■ Task requirements ■
In the data below, one line contains "pinky mcp: (151, 206)" and a later one contains "index tip: (66, 111)". Print both, with every line between them, exactly and alone.

Stored data entries
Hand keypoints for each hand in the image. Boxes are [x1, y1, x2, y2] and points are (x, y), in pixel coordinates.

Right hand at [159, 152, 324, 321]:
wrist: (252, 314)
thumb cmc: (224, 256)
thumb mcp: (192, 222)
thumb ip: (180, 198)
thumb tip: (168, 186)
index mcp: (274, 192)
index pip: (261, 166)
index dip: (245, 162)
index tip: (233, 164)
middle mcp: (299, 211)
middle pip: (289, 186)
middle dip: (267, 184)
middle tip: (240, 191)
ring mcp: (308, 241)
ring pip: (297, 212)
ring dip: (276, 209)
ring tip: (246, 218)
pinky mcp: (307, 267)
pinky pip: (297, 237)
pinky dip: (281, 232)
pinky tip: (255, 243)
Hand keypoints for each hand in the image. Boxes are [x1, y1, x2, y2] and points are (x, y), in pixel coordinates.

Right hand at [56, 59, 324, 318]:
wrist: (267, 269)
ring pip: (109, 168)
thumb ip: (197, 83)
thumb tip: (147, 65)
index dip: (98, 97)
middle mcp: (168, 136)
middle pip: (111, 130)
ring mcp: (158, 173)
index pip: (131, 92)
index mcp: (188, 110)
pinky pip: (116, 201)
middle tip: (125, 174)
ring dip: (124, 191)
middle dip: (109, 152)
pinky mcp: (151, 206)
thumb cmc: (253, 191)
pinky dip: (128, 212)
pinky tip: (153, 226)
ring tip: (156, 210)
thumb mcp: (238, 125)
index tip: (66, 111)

...

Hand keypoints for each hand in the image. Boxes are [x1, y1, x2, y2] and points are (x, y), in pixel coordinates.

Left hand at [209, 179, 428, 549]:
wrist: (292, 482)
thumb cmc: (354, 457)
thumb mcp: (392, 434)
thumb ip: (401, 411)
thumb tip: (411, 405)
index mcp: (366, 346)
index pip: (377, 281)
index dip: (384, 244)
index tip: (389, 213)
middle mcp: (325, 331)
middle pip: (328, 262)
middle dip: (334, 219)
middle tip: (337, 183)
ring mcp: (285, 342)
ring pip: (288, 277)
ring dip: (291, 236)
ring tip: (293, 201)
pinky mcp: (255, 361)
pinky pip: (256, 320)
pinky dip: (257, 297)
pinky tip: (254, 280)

■ Reply to the exercise ■
pinky mcp: (151, 206)
thumb cmc: (253, 191)
pinky dip: (128, 212)
pinky tip: (153, 226)
ring tip: (156, 210)
thumb mcp: (238, 125)
index tip: (66, 111)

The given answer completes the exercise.